Poached nectarines in rosé syrup. Simple as can be in execution. Sophisticated in presentation. Lovely through and through.
Stunning. That’s what we think of these poached nectarines, a simple yet spectacular late-summer dessert for grown-ups. The recipe is an almost embarrassingly simple equation of sweetly tart stone fruits simmered in wine and sugar that yields a taste that’s far more complex than you’d imagine. Of course, there’s no need to tell guests just how little effort it took.–Renee Schettler Rossi
Which Other Stone Fruits Can You Use in This Recipe?
It’s tempting to try this lovely poached nectarines recipe with other stone fruits. Author Diana Henry fancies the slight tartness and fragrance of white nectarines for this particular combination of ingredients, which tempers the tart with a sweet wine syrup. Although she concedes that in a pinch, white peaches work as a capable stand in. Beyond that, tempting though it may be, forget it. Plums and pluots lack the requisite delicateness for poaching and their more robust flavor fights with the nuanced rosé syrup.
- Quick Glance
- 15 M
- 1 H
- Serves 6
- 2 1/2 cups (593 ml) rosé wine
- 1 cup plus 2 tablespoons (223 grams) granulated sugar (or less if your sweet tooth is minimally sweet)
- 2 strips lemon zest, preferably organic (each about 1/2 inch wide by 1 1/2 inches long)
- Juice of 1/2 small lemon (about 1 tablespoon)
- 6 ripe white nectarines (or substitute white peaches), halved and pitted but not peeled
- 1 1/2 cups raspberries (about 1 pint or 350 grams)

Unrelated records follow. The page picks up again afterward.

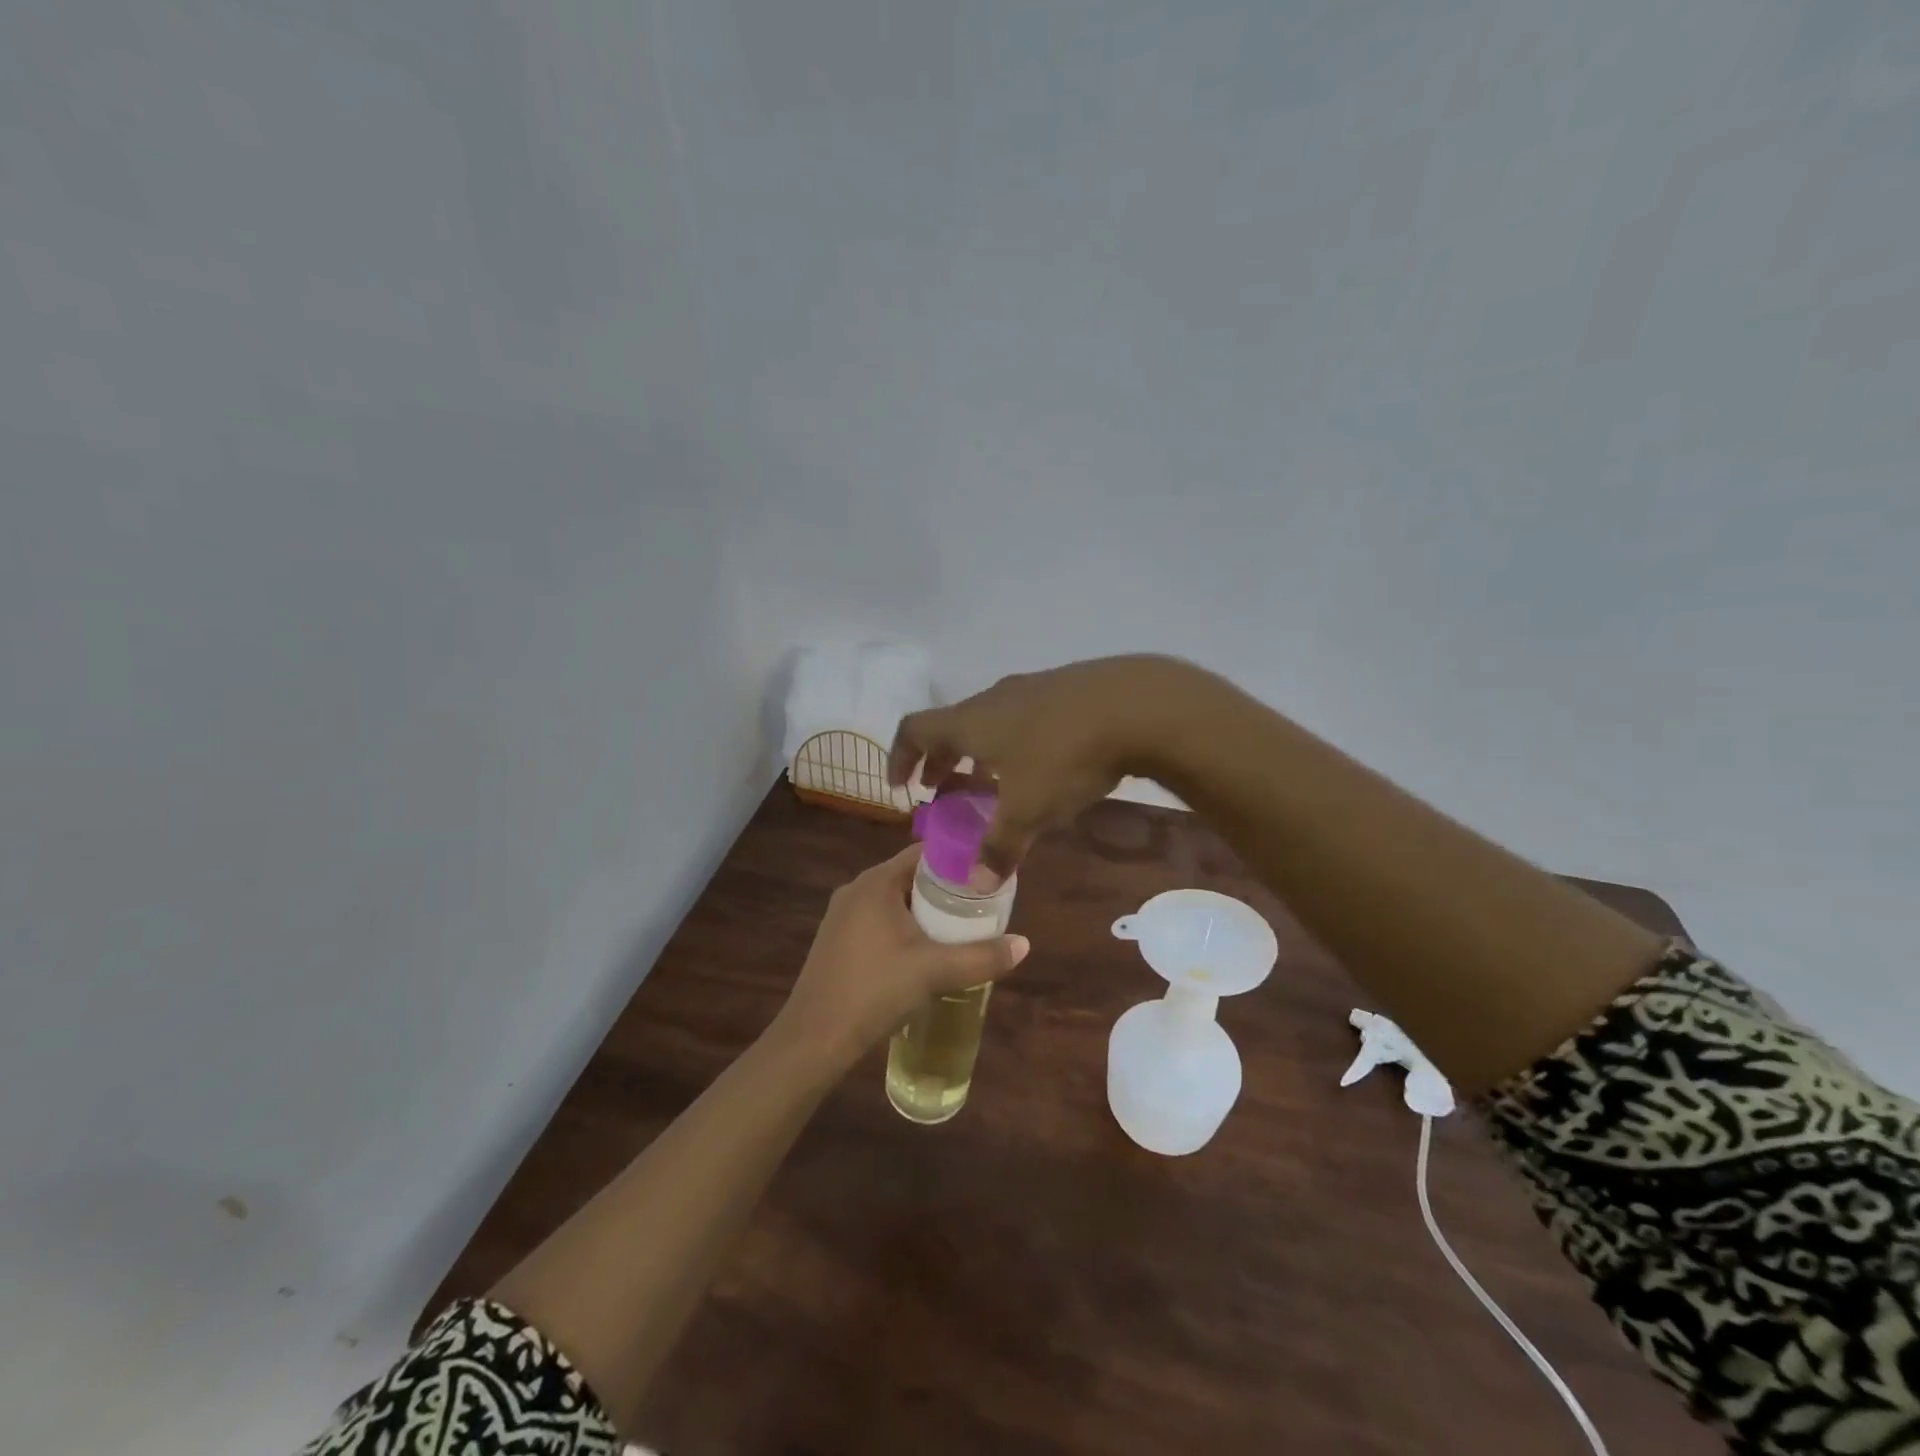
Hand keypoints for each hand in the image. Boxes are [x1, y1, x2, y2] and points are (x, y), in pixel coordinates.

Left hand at [775, 845, 1029, 1067]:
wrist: (814, 1039)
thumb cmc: (875, 991)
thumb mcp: (935, 972)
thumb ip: (982, 957)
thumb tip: (1024, 944)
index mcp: (876, 882)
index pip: (925, 853)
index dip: (959, 860)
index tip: (988, 874)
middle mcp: (856, 889)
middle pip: (911, 878)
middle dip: (946, 891)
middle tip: (981, 906)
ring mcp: (842, 916)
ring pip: (895, 902)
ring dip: (925, 912)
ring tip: (960, 930)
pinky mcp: (837, 941)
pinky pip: (879, 921)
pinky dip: (904, 929)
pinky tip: (923, 953)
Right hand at [888, 655, 1216, 878]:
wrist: (1136, 703)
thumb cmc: (1065, 755)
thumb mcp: (1029, 810)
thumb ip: (999, 847)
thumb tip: (975, 885)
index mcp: (971, 722)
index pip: (915, 729)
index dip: (900, 757)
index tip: (902, 786)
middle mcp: (993, 699)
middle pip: (952, 726)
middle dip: (940, 760)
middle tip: (939, 790)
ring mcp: (1031, 689)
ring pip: (989, 721)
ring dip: (978, 752)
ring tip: (987, 783)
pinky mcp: (1065, 688)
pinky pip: (1022, 717)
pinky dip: (1012, 742)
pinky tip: (1039, 766)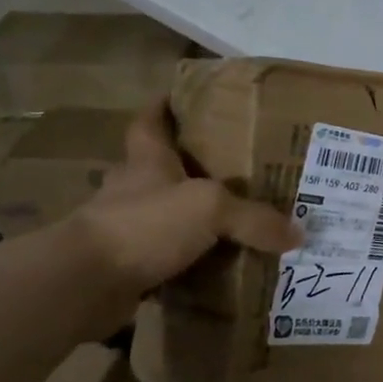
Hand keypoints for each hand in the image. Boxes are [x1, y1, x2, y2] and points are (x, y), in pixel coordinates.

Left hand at [74, 96, 302, 290]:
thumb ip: (254, 218)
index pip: (151, 121)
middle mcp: (133, 189)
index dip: (165, 106)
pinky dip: (187, 262)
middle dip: (189, 167)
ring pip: (164, 215)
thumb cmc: (144, 223)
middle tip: (234, 170)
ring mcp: (125, 229)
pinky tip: (216, 267)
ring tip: (232, 221)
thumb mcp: (210, 208)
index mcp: (147, 160)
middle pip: (159, 168)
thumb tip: (298, 233)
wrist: (84, 284)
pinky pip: (165, 258)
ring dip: (189, 218)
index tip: (186, 97)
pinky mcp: (125, 267)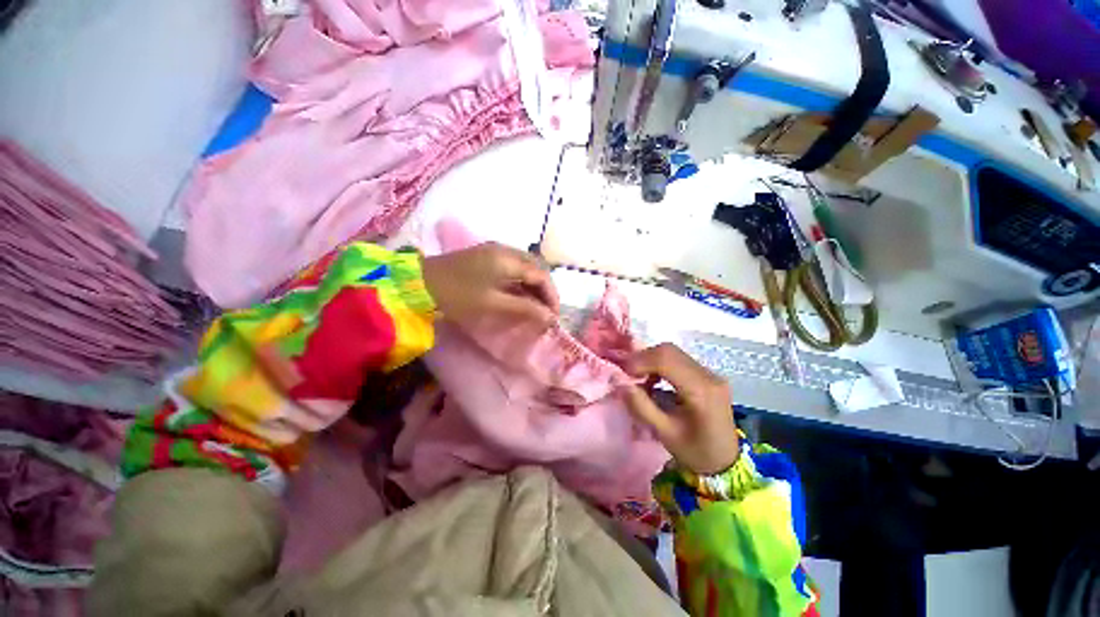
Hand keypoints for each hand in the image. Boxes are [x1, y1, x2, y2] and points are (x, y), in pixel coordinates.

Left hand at [421, 242, 559, 330]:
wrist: (418, 284)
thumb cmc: (457, 295)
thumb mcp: (493, 304)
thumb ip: (525, 308)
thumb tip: (550, 317)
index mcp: (509, 259)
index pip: (542, 275)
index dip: (552, 296)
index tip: (554, 317)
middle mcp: (506, 250)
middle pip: (536, 268)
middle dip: (545, 290)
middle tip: (546, 312)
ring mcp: (495, 251)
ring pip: (525, 267)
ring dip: (534, 286)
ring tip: (536, 307)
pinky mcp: (486, 256)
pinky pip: (513, 267)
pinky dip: (521, 282)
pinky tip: (519, 295)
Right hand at [620, 343, 738, 474]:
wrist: (725, 462)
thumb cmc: (695, 453)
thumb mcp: (664, 433)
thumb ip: (640, 405)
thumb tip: (618, 381)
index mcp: (701, 391)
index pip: (666, 360)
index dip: (640, 361)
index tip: (622, 373)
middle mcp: (709, 376)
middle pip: (669, 351)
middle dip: (643, 358)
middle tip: (627, 375)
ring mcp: (710, 373)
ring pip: (672, 352)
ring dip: (650, 360)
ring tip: (638, 378)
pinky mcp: (707, 375)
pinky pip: (678, 359)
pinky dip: (660, 364)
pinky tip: (653, 380)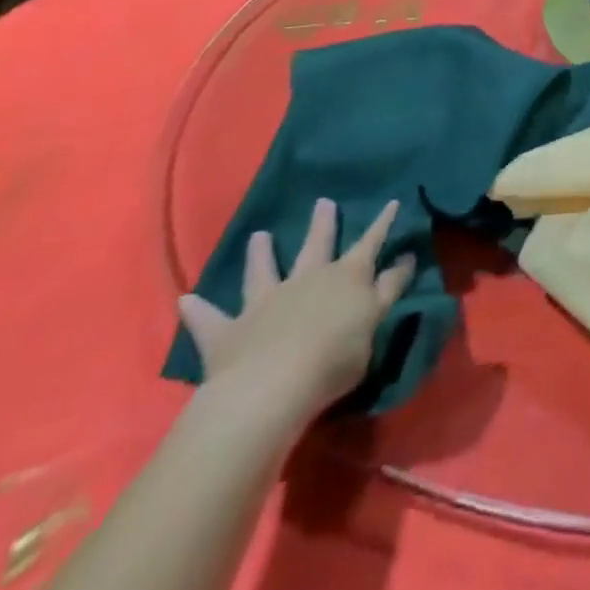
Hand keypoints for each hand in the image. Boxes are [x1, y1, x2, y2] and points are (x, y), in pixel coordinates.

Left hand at [178, 197, 414, 421]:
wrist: (271, 388)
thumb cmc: (334, 358)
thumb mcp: (375, 322)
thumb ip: (388, 290)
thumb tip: (403, 259)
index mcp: (347, 278)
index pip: (371, 243)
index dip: (383, 223)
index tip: (392, 201)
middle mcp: (306, 279)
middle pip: (317, 245)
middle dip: (323, 224)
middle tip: (323, 202)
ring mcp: (265, 302)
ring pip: (263, 271)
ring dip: (261, 254)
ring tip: (260, 236)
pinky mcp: (228, 332)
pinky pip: (209, 319)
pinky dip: (198, 310)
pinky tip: (186, 300)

- 1. Grab a saucepan or stock pot that’s large enough to hold all the halved nectarines or peaches in a single layer. Add the wine, sugar, lemon zest, and juice, bring to a boil, and stir until the sugar dissolves while you pour what’s left of that bottle of rosé into a glass and leisurely sip it.
- 2. When the sugar is completely dissolved, reduce the heat beneath the rosé syrup to medium-low and add the nectarines. Very gently simmer the nectarines, uncovered, carefully turning them over every so often, until they’re tender throughout, 8 to 12 minutes. Check for doneness by piercing the nectarines with the tip of a paring knife. You want the knife to slip in easily but with a touch of resistance because the nectarines will continue to soften slightly after they’re removed from the liquid. The exact timing will depend on just how ripe your nectarines. Use a slotted spoon or tongs to remove each nectarine half as it’s ready and place it on a rimmed baking sheet to cool slightly.
- 3. When all the nectarines have been removed from the rosé, increase the heat to medium and simmer until it’s reduced and slightly syrupy and either measures 1 to 1 1/2 cups, about 10 minutes. The intensity of the flavors will intensify the longer you simmer the syrup. Be careful to take a sip occasionally and be careful not to reduce it to the point where it tastes like cough syrup. Turn off the heat and let the syrup cool to room temperature. The syrup will thicken more as it cools.
- 4. Meanwhile, if peeled nectarines are desired, using your fingertips, carefully slip the skin from the nectarines. If the skin adheres, grab a paring knife, place the tip beneath the edge of the skin, and gently tug.
- 5. Place the poached nectarines in a serving dish and pour in the rosé syrup. Cover and refrigerate for at least 15 minutes and up to 24 hours.
- 6. Just before serving, gently stir in the raspberries and coat them with the syrup, being careful not to crush the berries. Spoon the nectarines, raspberries, and syrup into small dishes.